13.1 Known to be positive or tests positive at screening for HIV. HIV positive participants with undetectable viral load, CD4 count >200 cell/mm3, and on stable highly active antiretroviral therapy that are not strong CYP3A4 inhibitors, which are contraindicated, are permitted.

  1. Active hepatitis of infectious origin.

a. Seropositive for hepatitis B: defined by a positive test for HBsAg. Participants with resolved infection (ie, participants with a history of HBV infections or who are HBsAg negative with positive antibodies to total hepatitis B core antigen [anti-HBc] must be screened using RT-PCR measurement of HBV DNA levels. Those who are RT-PCR positive will be excluded. Participants with serologic findings suggestive of HBV vaccination (anti-HBs positivity as the only serologic marker) AND a known history of prior HBV vaccination, do not need to be tested for HBV DNA by RT-PCR. See Appendix 10.

b. Known hepatitis C infection or positive serologic testing for hepatitis C virus (anti-HCV) antibody. Participants with positive hepatitis C antibody due to prior resolved disease can be enrolled only if a confirmatory negative hepatitis C RNA test is obtained at screening or within 3 months prior to first dose of study treatment.

c. Other clinically active liver disease of infectious origin.

  1. Any active malignancy other than AML. The only allowed exceptions are:

a. Any malignancy that was not progressing nor requiring treatment change in the last 24 months (and not considered at high risk of recurrence requiring systemic therapy).

b. Malignancies treated within the last 12 months and considered at very low risk for recurrence:

i. Non-muscle invasive bladder cancer (solitary Ta-PUNLMP or low grade, <3 cm, no CIS).

ii. Non-melanoma skin cancers treated with curative therapy or localized melanoma treated with curative surgical resection alone

iii. Non-invasive cervical cancer.

iv. Breast cancer: adequately treated lobular carcinoma in situ or ductal carcinoma in situ, localized breast cancer and receiving antihormonal agents.

v. Localized prostate cancer (M0, N0) with a Gleason Score ≤7a, treated locally only (radical prostatectomy/radiotherapy/focal treatment).

  1. Inability or difficulty swallowing capsules/tablets, malabsorption syndrome, or any disease or medical condition significantly affecting gastrointestinal function.

  2. Known allergies, hypersensitivity, or intolerance of bleximenib excipients (refer to the IB).

  3. Had major surgery or had significant traumatic injury within 2 weeks of randomization/enrollment.

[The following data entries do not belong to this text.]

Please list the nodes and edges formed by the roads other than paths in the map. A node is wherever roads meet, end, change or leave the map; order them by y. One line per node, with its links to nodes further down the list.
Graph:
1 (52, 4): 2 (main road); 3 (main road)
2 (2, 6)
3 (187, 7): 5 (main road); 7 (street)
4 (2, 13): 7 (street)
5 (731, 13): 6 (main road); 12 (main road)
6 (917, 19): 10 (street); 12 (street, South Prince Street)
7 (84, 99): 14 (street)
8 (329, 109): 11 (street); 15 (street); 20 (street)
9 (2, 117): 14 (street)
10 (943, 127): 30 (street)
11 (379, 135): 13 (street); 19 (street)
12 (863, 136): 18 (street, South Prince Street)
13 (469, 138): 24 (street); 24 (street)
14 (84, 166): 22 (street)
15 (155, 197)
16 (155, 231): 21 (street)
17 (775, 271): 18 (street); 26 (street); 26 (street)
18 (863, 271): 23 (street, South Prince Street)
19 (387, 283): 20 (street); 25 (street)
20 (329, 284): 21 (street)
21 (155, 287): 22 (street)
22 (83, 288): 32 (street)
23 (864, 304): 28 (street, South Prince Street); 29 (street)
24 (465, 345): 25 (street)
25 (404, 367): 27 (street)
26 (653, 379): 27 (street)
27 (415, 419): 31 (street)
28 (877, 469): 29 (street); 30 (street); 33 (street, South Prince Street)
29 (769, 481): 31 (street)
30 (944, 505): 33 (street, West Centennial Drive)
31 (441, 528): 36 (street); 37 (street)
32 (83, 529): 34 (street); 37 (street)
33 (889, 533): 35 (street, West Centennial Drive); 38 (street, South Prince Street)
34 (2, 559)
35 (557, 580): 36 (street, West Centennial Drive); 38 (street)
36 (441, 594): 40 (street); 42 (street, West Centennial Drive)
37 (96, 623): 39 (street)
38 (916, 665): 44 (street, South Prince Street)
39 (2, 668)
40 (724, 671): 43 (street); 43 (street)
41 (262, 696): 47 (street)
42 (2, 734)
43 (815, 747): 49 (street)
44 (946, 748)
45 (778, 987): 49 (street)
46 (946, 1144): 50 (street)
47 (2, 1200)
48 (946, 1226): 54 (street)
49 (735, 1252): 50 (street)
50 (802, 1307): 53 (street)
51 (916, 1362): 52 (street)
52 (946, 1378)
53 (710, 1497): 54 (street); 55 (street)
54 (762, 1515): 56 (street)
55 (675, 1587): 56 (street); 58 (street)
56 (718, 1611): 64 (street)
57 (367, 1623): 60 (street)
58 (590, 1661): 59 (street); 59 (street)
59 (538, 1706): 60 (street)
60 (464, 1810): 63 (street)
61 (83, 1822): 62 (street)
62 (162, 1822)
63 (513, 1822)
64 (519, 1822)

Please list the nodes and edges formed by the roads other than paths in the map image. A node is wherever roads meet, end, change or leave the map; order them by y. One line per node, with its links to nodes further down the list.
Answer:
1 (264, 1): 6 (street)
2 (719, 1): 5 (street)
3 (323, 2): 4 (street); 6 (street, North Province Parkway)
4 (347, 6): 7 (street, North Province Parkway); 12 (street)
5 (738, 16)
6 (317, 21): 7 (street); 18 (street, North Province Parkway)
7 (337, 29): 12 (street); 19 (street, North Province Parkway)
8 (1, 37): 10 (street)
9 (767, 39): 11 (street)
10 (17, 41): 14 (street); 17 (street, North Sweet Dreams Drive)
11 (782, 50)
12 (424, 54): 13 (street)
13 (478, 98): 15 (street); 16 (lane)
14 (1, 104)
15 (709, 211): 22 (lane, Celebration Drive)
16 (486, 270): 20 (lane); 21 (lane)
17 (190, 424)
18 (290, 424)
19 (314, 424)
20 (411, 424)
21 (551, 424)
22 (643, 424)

NOTE: Investigators must ensure that all study enrollment criteria have been met at screening. If a participant's clinical status changes (including any available laboratory results or receipt of additional medical records) after screening but before the first dose of study treatment is given such that the participant no longer meets all eligibility criteria, then the participant must be excluded from participation in the study. Section 5.4, describes options for retesting.